River Rusizi busted the banks submerging and damaging homes and properties of the residents living around the lake. PHOTO| FILE
The water level of the Africa’s deepest Lake Tanganyika has significantly increase for the last couple of months as habitants around the lake remain stranded as floods destroys properties and homes.
The inundations occurred on April 30, 2020 that affected more than 27 000 people among which 22 000 children leaving over 6 000 people homeless.
River Rusizi busted the banks submerging and damaging homes and properties of the residents living around the lake.
“For a week we are stranded and we fear for our health due to poor hygiene,” said Maman Queen a flood victim in Gatumba.
“Most of the activities are paralyzed and now transport is done by small boats due to the floods and we pay between BIF 2000 to BIF 5000 (approximately $1 to $2)”, said Emmanuel Harakandi a local administrator in Bujumbura.
The Burundian Government had provided relief aid to thousands of flood victims last week.
Environmentalists have warned that duellers should stop building on the shores of Lake Tanganyika at all costs, and respect the tampon zone which is 150 metres as per the water code of the country.
Lake Tanganyika which is shared by four African countries of Burundi, Democratic Republic of Congo, Tanzania and Zambia is a source of food, drinking water, transport and many other amenities to millions of people who live in the lake basin and beyond second largest lake and second deepest lake in the world.

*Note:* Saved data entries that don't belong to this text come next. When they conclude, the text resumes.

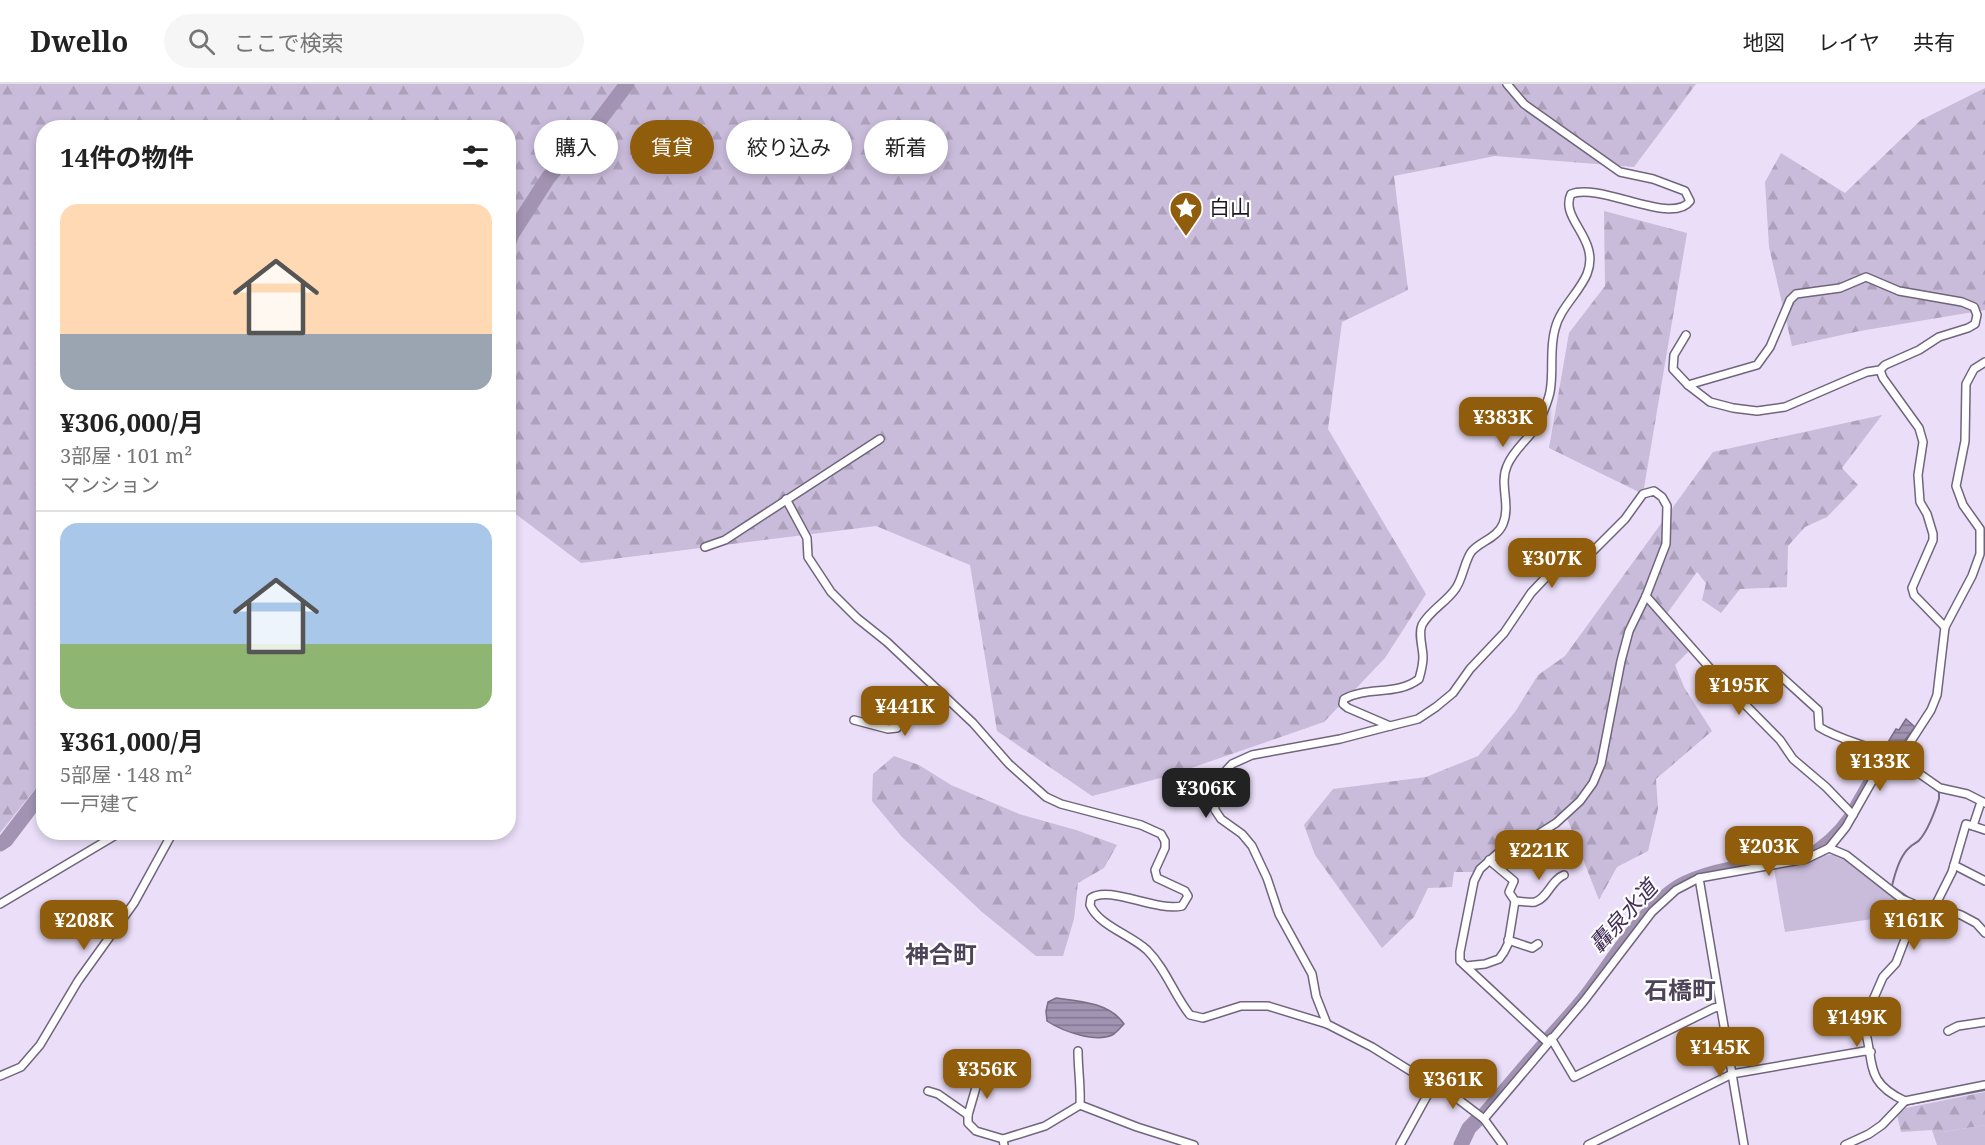 <!DOCTYPE html>
<html lang="ja">
<meta charset="utf-8">
<style>
body{margin:0;font-family:"Noto Serif","Noto Sans JP",serif;background:#f6f6f6;color:#222;height:100vh;display:flex;flex-direction:column;font-size:22px;white-space:nowrap}
*{box-sizing:border-box;margin:0}
p{font-size:20px;color:#767676}
.icon{flex:none;width:33px;height:33px;fill:none;stroke:currentColor;stroke-width:2;stroke-linecap:round;stroke-linejoin:round}
.map{position:relative;flex:1;overflow:hidden}
.side{position:absolute;left:36px;top:36px;width:480px;height:720px;display:flex;flex-direction:column;background:#fff;border-radius:24px;box-shadow:0 3px 9px #0003}
.side>*{flex:none}
.hud{position:absolute;left:534px;top:36px;width:570px;height:54px;display:flex;gap:12px}
.price{position:absolute;translate:-50% -51px;padding:0 14px;border-radius:12px;background:#8f5d0c;color:#fff;font-size:20px;line-height:39px;filter:drop-shadow(0 2px 3px #0008)}
.price::after{content:'';position:absolute;left:50%;top:36px;width:18px;height:14px;margin-left:-9px;background:inherit;clip-path:polygon(0 0,100% 0,50% 100%)}
.price.selected{background:#222;color:#fff}
ul{padding:0;list-style:none}
li{display:grid;align-content:center;gap:12px;height:318px;padding:0 24px}
li+li{border-top:2px solid #e0e0e0}
li span{display:grid;place-items:center;height:186px;border-radius:18px;color:#555}
li>.icon{margin-inline-start:auto}
span .icon{width:108px;height:108px;fill:#fffc;stroke-width:1}
li b{font-size:26px}
h2{display:flex;justify-content:space-between;align-items:center;height:72px;padding:0 24px;font-size:26px}
.pill{padding:0 21px;border-radius:27px;background:#fff;box-shadow:0 3px 9px #0003;font-size:21px;line-height:54px}
.pill.selected{background:#8f5d0c;color:#fff}
header{display:flex;align-items:center;gap:36px;box-sizing:border-box;height:84px;padding:0 30px;background:#fff;border-bottom:2px solid #e0e0e0}
header strong{font-size:28px}
nav{display:flex;gap:33px;margin-inline-start:auto;font-size:21px}
.search{width:420px;height:54px;background:#f6f6f6;display:flex;align-items:center;gap:15px;box-sizing:border-box;padding:0 21px;border-radius:33px;color:#767676;font-size:22px}
.map>svg:first-child{display:block}
.green{fill:#c9bbda}
.forest{fill:url(#forest-firs)}
.water{fill:url(#water-rules);stroke:#796e86;stroke-width:1.5}
.lines{fill:none;stroke-linecap:round;stroke-linejoin:round}
.stream{stroke:#796e86;stroke-width:2}
.canal{stroke:#a193b1;stroke-width:8}
.river{stroke:#a193b1;stroke-width:15}
.street-casing{stroke:#70657c;stroke-width:10}
.street{stroke:#fff;stroke-width:7}
.labels{text-anchor:middle;stroke-width:4.5;stroke-linejoin:round;paint-order:stroke}
.poi-label{font-size:21px;fill:#1c1821;stroke:#fff;text-anchor:start}
.water-label{font-size:22px;font-style:italic;fill:#442f59;stroke:#fff}
.quarter-label{font-size:24px;font-weight:bold;fill:#4e4459;stroke:#fff}
</style>
<header>
<strong>Dwello</strong>
<div class="search"><svg class="icon" aria-label="search" viewBox="0 0 24 24"><circle cx="10" cy="10" r="6"/><path d="M15 15l6 6"/></svg>ここで検索</div>
<nav><a>地図</a><a>レイヤ</a><a>共有</a></nav>
</header>
<div class="map">
<svg width="1985" height="1061" viewBox="0 0 1985 1061">
<defs>
<pattern id="forest-firs" width="22" height="20" patternUnits="userSpaceOnUse" patternTransform="scale(1.5)"><rect width="22" height="20" fill="#c9bbda"/><path d="M5 1l3.5 6h-7zM16 11l3.5 6h-7z" fill="#aca0bb"/></pattern>
<pattern id="water-rules" width="6" height="5" patternUnits="userSpaceOnUse" patternTransform="scale(1.5)"><rect width="6" height="5" fill="#a193b1"/><path d="M0 2.5h6" fill="none" stroke="#827790"/></pattern>
</defs>
<rect width="100%" height="100%" fill="#eadef8"/>
<g class="green">
<polygon points="1835,770 1843,773 1900,817 1909,821 1906,830 1785,848 1774,785 1808,779 1821,772"/>
<polygon points="1985,1041 1985,1061 1943,1061 1943,1048"/>
</g>
<g class="forest">
<polygon points="0,0 1696,0 1634,83 1495,72 1394,92 1408,206 1342,238 1328,345 1426,510 1385,574 1324,638 1168,692 1092,712 997,647 970,481 876,442 581,479 509,425 508,44 44,44 43,700 35,705 0,749"/>
<polygon points="1985,4 1985,226 1860,247 1792,262 1769,163 1765,98 1781,69 1845,109 1921,36"/>
<polygon points="1604,127 1687,149 1643,410 1549,364 1569,249 1605,202"/>
<path d="M 1882,331 L 1842,384 L 1858,401 L 1827,433 L 1805,443 L 1788,462 L 1787,503 L 1740,505 L 1721,529 L 1702,516 L 1706,499 L 1697,488 L 1663,535 L 1690,566 L 1675,581 L 1684,603 L 1712,647 L 1656,695 L 1658,725 L 1648,767 L 1617,783 L 1599,816 L 1565,729 C 1556,735 1547,743 1537,748 C 1513,761 1490,763 1474,788 L 1454,788 L 1452,803 L 1428,804 L 1414,833 L 1382,864 L 1315,771 L 1304,741 L 1333,705 L 1426,693 L 1478,672 L 1515,628 L 1538,591 L 1565,572 L 1713,368 Z"/>
<polygon points="894,672 919,681 951,701 1019,730 1076,746 1117,761 1104,784 1078,799 1074,835 1063,872 1036,872 982,828 902,753 872,717 873,690"/>
<polygon points="1985,1008 1985,1041 1943,1048 1943,1061 1937,1061 1932,1046 1901,1048 1897,1031 1906,1024"/>
</g>
<g class="water">
<polygon points="1906,635 1915,643 1896,668 1886,666 1885,663 1896,645 1899,646"/>
<path d="M 1056,914 C 1080,917 1110,919 1124,940 C 1121,943 1117,948 1114,950 C 1097,960 1062,947 1047,937 L 1046,927 L 1048,918 Z"/>
</g>
<g class="lines">
<g class="stream">
<path d="M 1912,816 L 1892,802 C 1895,789 1900,771 1910,763 C 1914,759 1918,759 1921,754 C 1929,744 1935,727 1939,715 L 1939,708 L 1937,706"/>
<polyline points="1882,889 1891,880"/>
<polyline points="1861,938 1861,933 1870,916"/>
<path d="M 1869,981 C 1869,999 1886,1011 1900,1018"/>
<polyline points="1905,1021 1985,1006"/>
</g>
<g class="canal">
<polyline points="1852,724 1882,672"/>
<path d="M 1546,953 C 1559,938 1573,924 1585,908 C 1610,875 1647,813 1684,796 C 1719,779 1766,777 1805,771 C 1822,761 1836,749 1847,733"/>
<polyline points="1481,1029 1541,959"/>
</g>
<g class="river">
<polyline points="508,160 512,150 548,94 567,71 593,45 627,0"/>
<polyline points="0,760 6,756 44,706"/>
<polyline points="1461,1061 1469,1044 1477,1036"/>
</g>
<defs>
<g id="street">
<polyline points="1686,251 1674,271 1673,285 1688,301"/>
<polyline points="1880,286 1867,288 1850,295 1785,323 1757,327 1733,324 1710,318 1688,301 1757,281 1770,263 1790,216 1796,210 1840,204 1866,193 1899,207 1962,218 1974,223 1977,231 1975,240 1968,244 1939,253 1919,266 1885,281 1880,286 1883,294 1919,344 1923,358 1918,391 1920,418 1927,430 1933,450 1933,456 1912,504 1914,511 1945,543"/>
<path d="M 786,415 L 807,454 L 808,473 L 831,508 L 857,534 L 887,558 L 973,639 L 1009,680 L 1046,713 L 1061,720 L 1141,741 L 1161,750 L 1165,757 L 1165,764 L 1155,786 L 1157,794 L 1185,807 L 1188,812 L 1182,822 C 1156,828 1109,801 1091,814 L 1090,821 C 1098,841 1131,851 1147,866 C 1166,885 1174,911 1190,931 L 1203,934 L 1241,922 L 1268,922 L 1327,940 L 1372,963 L 1433,1001 L 1450,1009 L 1484,1035 L 1503,1061"/>
<polyline points="705,463 725,456 880,355"/>
<polyline points="1646,512 1715,590 1780,656 1793,675 1826,703 1853,731"/>
<path d="M 1774,586 L 1818,626 L 1819,643 C 1840,656 1864,660 1887,671"/>
<path d="M 854,636 L 888,645 L 897,644 C 917,617 916,617 950,618"/>
<path d="M 1390,642 L 1348,624 L 1343,620 L 1344,615 C 1367,602 1397,612 1419,595 C 1421,588 1423,581 1423,573 C 1423,564 1418,550 1422,541 C 1430,526 1447,518 1456,504 C 1463,494 1465,475 1472,467 C 1481,457 1497,454 1503,440 C 1511,421 1499,400 1507,382 C 1514,364 1531,354 1539,338 C 1543,329 1548,318 1550,308 C 1554,287 1549,266 1555,245 C 1560,224 1579,209 1587,190 C 1601,155 1559,135 1571,110 C 1600,98 1672,142 1690,117 L 1685,107 L 1653,95 L 1620,88 L 1524,20 L 1507,0"/>
<polyline points="1897,670 1907,681 1940,704 1967,710 1985,719"/>
<polyline points="1973,742 1985,746"/>
<polyline points="1829,764 1846,771 1902,815 1923,824 1935,822 1961,831 1976,839 1985,849"/>
<polyline points="1954,781 1985,797"/>
<polyline points="1699,794 1744,1061"/>
<path d="M 1515,817 C 1521,817 1529,819 1535,818 C 1548,814 1551,796 1564,791"/>
<polyline points="0,820 121,748"/>
<polyline points="1935,822 1952,788 1966,740 1973,742 1981,718"/>
<polyline points="1508,856 1532,864 1538,860"/>
<polyline points="1466,882 1485,880 1499,875 1504,868 1508,860 1515,817 1509,808 1514,797 1489,776"/>
<polyline points="1327,940 1316,912 1312,890 1279,830 1267,794 1252,762 1242,750 1221,735 1215,726 1214,717 1222,691 1232,680 1252,671 1340,655 1390,642 1418,635 1436,623 1453,609 1470,585 1504,549 1531,509 1548,491 1594,466 1625,435 1643,410 1654,407 1662,413 1667,422 1666,460 1646,512 1629,547 1621,577 1601,680 1593,699 1580,717 1556,739 1537,751 1498,769 1480,785 1474,797 1460,868 1460,877 1547,958"/>
<polyline points="1948,947 1958,942 1985,938"/>
<polyline points="1551,954 1574,993 1714,924 1720,923"/>
<path d="M 1078,967 C 1078,985 1081,1003 1080,1021"/>
<polyline points="0,992 21,983 40,961 78,897 134,819 173,748"/>
<polyline points="928,1007 938,1010 968,1031 968,1039 976,1047 1003,1055"/>
<path d="M 1905,1017 C 1862,997 1876,977 1863,939 L 1883,893 L 1896,879 L 1907,850 L 1923,824"/>
<polyline points="1080,1021 1137,1043 1194,1061"/>
<polyline points="968,1031 979,993"/>
<polyline points="1484,1035 1584,917 1652,828 1676,806 1699,794 1806,775 1829,764 1846,743 1887,671 1897,670 1909,660 1931,626 1937,611 1945,543 1972,492 1980,470 1980,445 1963,421 1956,402 1965,357 1966,300 1974,285 1985,278"/>
<polyline points="1004,1061 1003,1055 1045,1042 1080,1021"/>
<polyline points="1400,1061 1433,1001"/>
<polyline points="1588,1061 1732,990 1865,967 1871,968"/>
<polyline points="1845,1061 1869,1050 1882,1041 1905,1017 1985,1001"/>
</g>
</defs>
<use href="#street" class="street-casing"/>
<use href="#street" class="street"/>
</g>
<defs>
<symbol id="sight-pin" viewBox="-11 -11 22 30"><path d="M0 17L-7.5 6A9.5 9.5 0 1 1 7.5 6Z" fill="#8f5d0c" stroke="#fff"/><path d="M0-6L1.8-2.2L6-1.7L2.9 1.2L3.7 5.4L0 3.3L-3.7 5.4L-2.9 1.2L-6-1.7L-1.8-2.2Z" fill="#fff"/></symbol>
</defs>
<g fill-rule="evenodd">
<use href="#sight-pin" x="1167" y="105" width="38" height="52"/>
</g>
<g class="labels">
<g class="poi-label">
<text x="1209" y="131">白山</text>
</g>
<g class="water-label">
<text transform="translate(1623 832) rotate(-48)" y="8">轟泉水道</text>
</g>
<g class="quarter-label">
<text x="941" y="879">神合町</text>
<text x="1680" y="915">石橋町</text>
</g>
</g>
</svg>
<b class="price" style="left:1503px;top:364px">¥383K</b>
<b class="price" style="left:1552px;top:505px">¥307K</b>
<b class="price" style="left:1739px;top:632px">¥195K</b>
<b class="price" style="left:905px;top:653px">¥441K</b>
<b class="price" style="left:1880px;top:708px">¥133K</b>
<b class="price selected" style="left:1206px;top:735px">¥306K</b>
<b class="price" style="left:1769px;top:793px">¥203K</b>
<b class="price" style="left:1539px;top:797px">¥221K</b>
<b class="price" style="left:84px;top:867px">¥208K</b>
<b class="price" style="left:1914px;top:867px">¥161K</b>
<b class="price" style="left:1857px;top:964px">¥149K</b>
<b class="price" style="left:1720px;top:994px">¥145K</b>
<b class="price" style="left:987px;top:1016px">¥356K</b>
<b class="price" style="left:1453px;top:1026px">¥361K</b>
<div class="hud">
<a class="pill">購入</a>
<a class="pill selected">賃貸</a>
<a class="pill">絞り込み</a>
<a class="pill">新着</a>
</div>
<section class="side">
<h2>14件の物件<svg class="icon" aria-label="filters" viewBox="0 0 24 24"><path d="M4 7h16M4 17h16"/><circle cx="9" cy="7" r="2"/><circle cx="15" cy="17" r="2"/></svg></h2>
<ul>
<li><span style="background:linear-gradient(#ffd9b3 70%,#9aa5b1 0)"><svg class="icon" aria-label="home" viewBox="0 0 24 24"><path d="M3 11l9-7 9 7M6 9v11h12V9"/></svg></span><div><b>¥306,000/月</b><p>3部屋 · 101 m²</p><p>マンション</p></div></li>
<li><span style="background:linear-gradient(#a9c7e8 65%,#8fb573 0)"><svg class="icon" aria-label="home" viewBox="0 0 24 24"><path d="M3 11l9-7 9 7M6 9v11h12V9"/></svg></span><div><b>¥361,000/月</b><p>5部屋 · 148 m²</p><p>一戸建て</p></div></li>
</ul>
</section>
</div>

However the lake have been much affected by the climate change that have seen little or no attention have been put in order to find the best solution for the conservation of the lake, “currently with the problems the lake is facing there have been no significant plan of action or strategies that are already implemented on the ground to combat and tackle the climate change,” said one of the directors of Fisheries at the Lake Tanganyika Authority (LTA).
Lake Tanganyika Authority was esablished in place including all the countries that shares the lake.
Environmentalists say that there is an increase in air temperature and with similar increases in water temperature which has been noted around Lake Tanganyika since the 1960’s, LTA coordinated a lake wide joint fisheries frame survey conducted in 2011 and the survey showed that the number of fishers and fishing vessels had doubled as compared to figures obtained in another lake wide frame survey conducted in 1995.
Burundi government introduced a law that protects water bodies that only allows the construction of private buildings only beyond 150meters away from the lake, the space of 150metres is used for the plantation of trees but only those who got special authorization can build near the lake.
Climate change is probably the most complex and challenging environmental problem facing the world today mainly caused by desertification, air and water pollution. Currently, the intriguing questions include weather uncertainties, persistent climatic abnormalities, rampant environmental degradation and eminent food insecurity. Some of these complexities are exacerbated by increased human population and demand for more agricultural land for food production, which have resulted in destruction of the vegetation cover and subsequently rampant environmental degradation.